Dearest Cobbers, especially my seniors. I would like to chat this week about the end. If any of you know me at all, which if you’re reading this you probably do, you know that my personality isn’t exactly average. My whole life I have been the weird one in the family, class, room, building, what have you, but I revel in it. Now that I’m graduating college, it isn’t exactly helping me in life. People are asking me with increasing intensity about my dreams, goals and life-choices. Let me tell you, being a person who usually answers to no one, I am having a hard time ignoring everyone.

I don’t have an internship lined up, I don’t have several business-type buzzword worthy interviews to dress for and I’m not going to grad school (for now), and I am ok with it. I know I can’t be the only one who has absolutely zero idea what I want to do after graduation, so I get a little more than frustrated when people stare at me like I shot their TV when I respond casually to their prods with a blank, “I don’t know.”

Maybe I am a spiteful person, but my response is usually a heartfelt, “I don’t know about me, but what do you want to do?” And, when I am asking adults that are my parents’ age what they want to “do,” I get strange results. A couple of people were offended, which isn’t a surprising response, what with their old-timeyness and bad, old people attitudes, but I have heard some really great answers.

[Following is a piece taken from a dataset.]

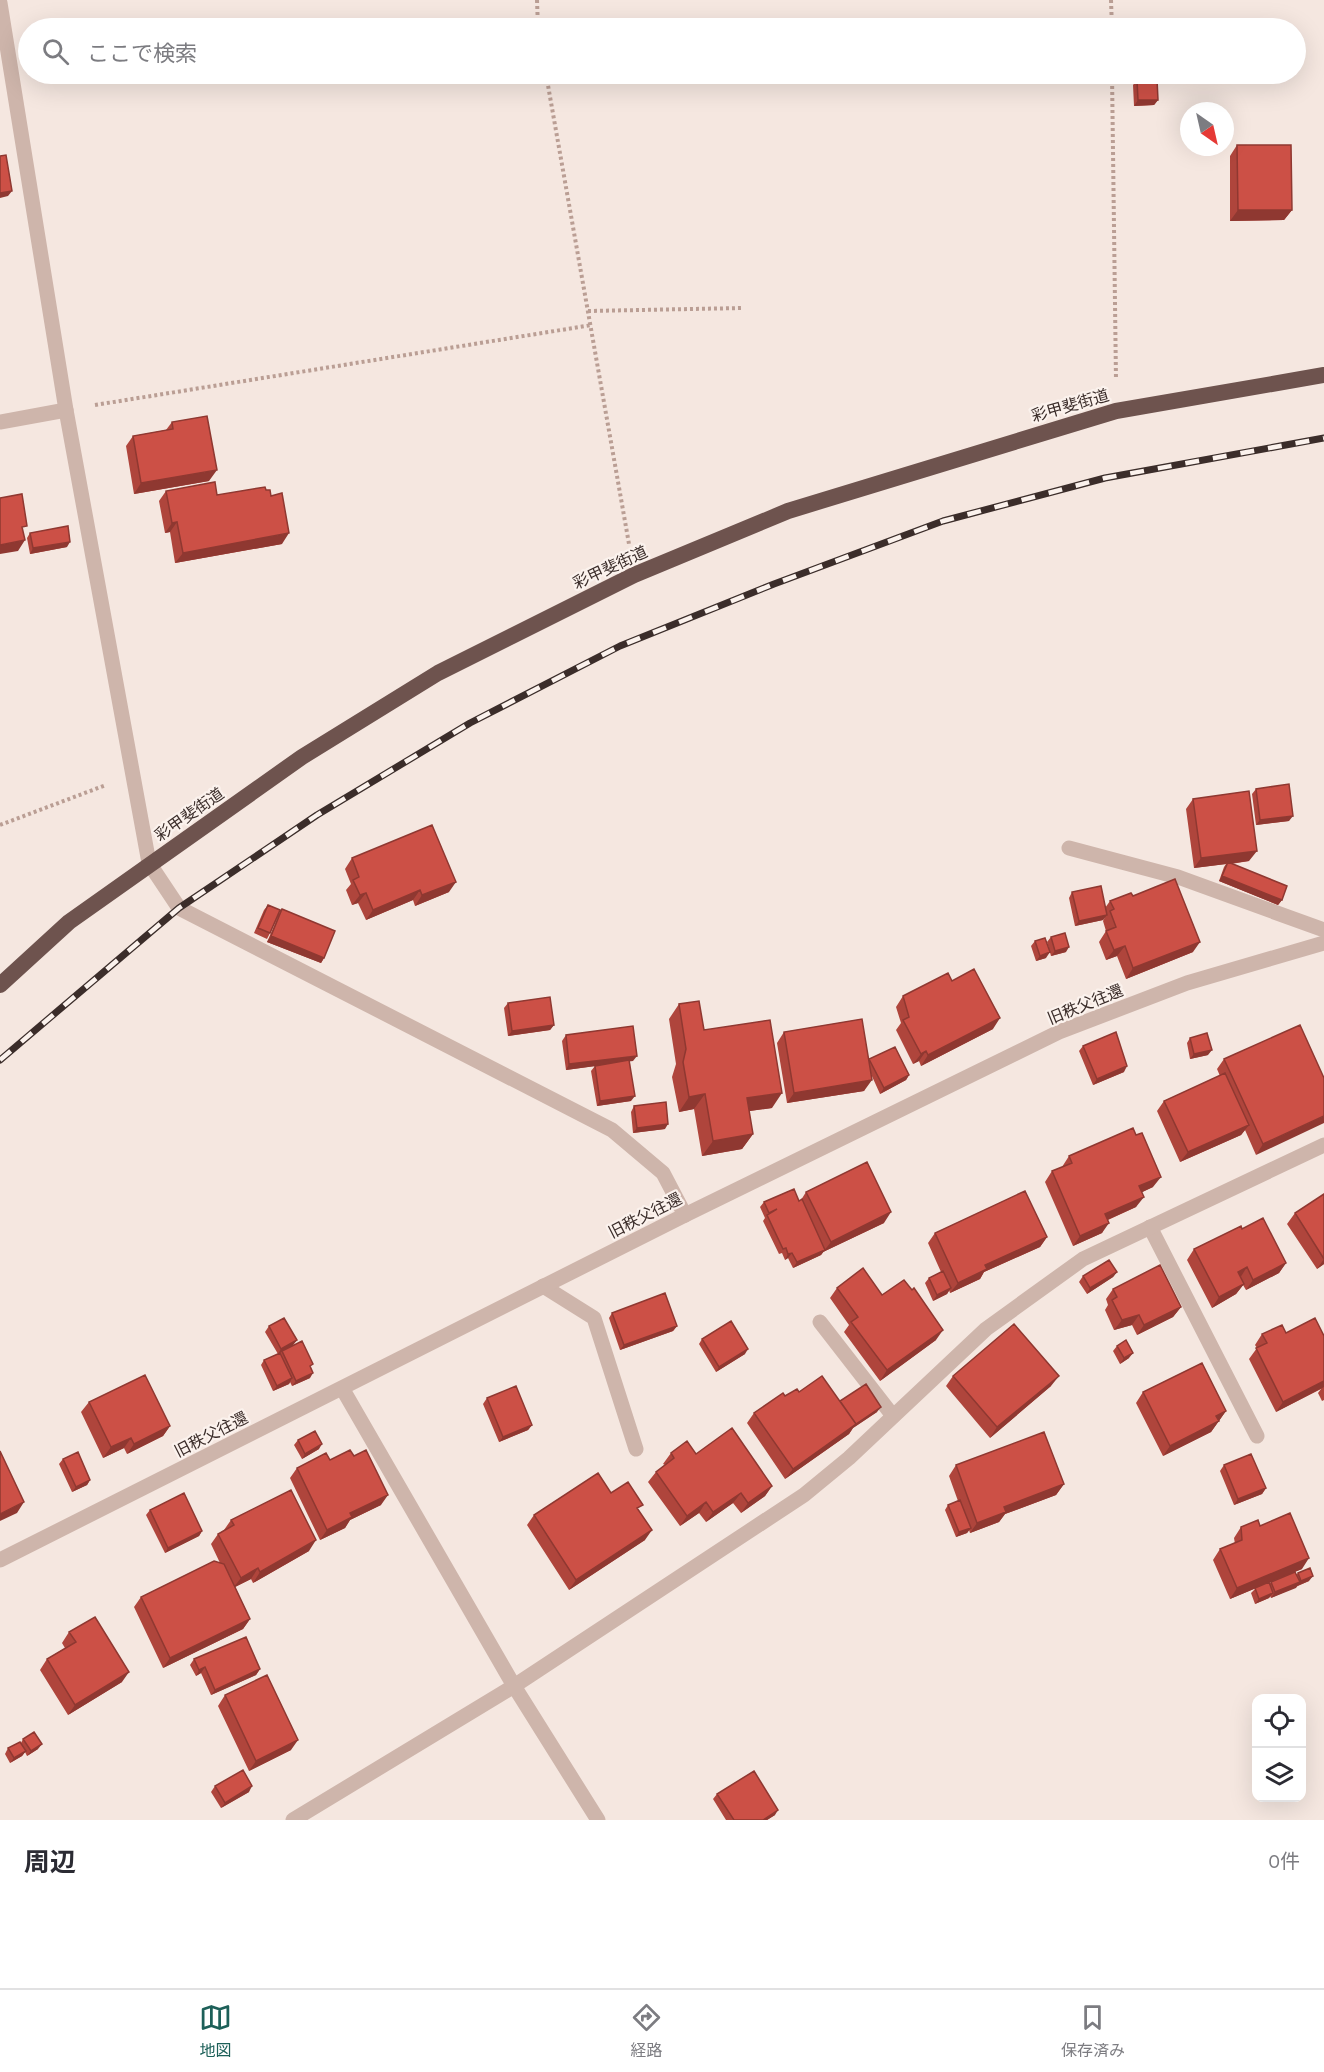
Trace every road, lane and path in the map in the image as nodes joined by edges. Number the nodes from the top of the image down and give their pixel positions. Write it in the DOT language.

A woman that is quite a bit older was a spitfire, and she told me I was clever and that she had no idea what was coming her way when she got older. She is currently travelling the United States as a Norwegian folk-singer and has been a pizza-maker, mom and a flight attendant. She joined the “Air-crew” as she called it after dropping out of college her sophomore year and never looked back. She said she met some of the most interesting people on planes, but the ones that really struck her were the ones who looked like, “they had the life sucked out of’em,” she said.

She went on about how when she was young many people joined businesses and travelled for work but had no desire. She lived in a time when art was a luxury, bohemia was a dream and you did what was normal to stay afloat. “It was hard if you didn’t want what others wanted, you were waiting, a lot,” she said, and let me tell you, it made me feel better.

That may seem like an opposite reaction, hearing that things are weird, hard and annoying doesn’t exactly send me into a frenzy, but I have to say, knowing other people recognize this sense of confusion is helpful. I don’t have to follow this weird path everyone seems wildly bent on clinging to. No one is holding my hand anymore, and I actually can wait. I can breathe cleanly and not feel rushed off to some other big part of my life for me to ‘finish.’ Waiting, to me, is appealing because up until now I have been ushered, ever so conveniently, to where I am now.

Now, all of this sounds like complaining, and on some level it is; I have to say though, I think I am right where I want to be. There are so many possibilities, and it took me, an old woman, a chance encounter and 21 years to see it.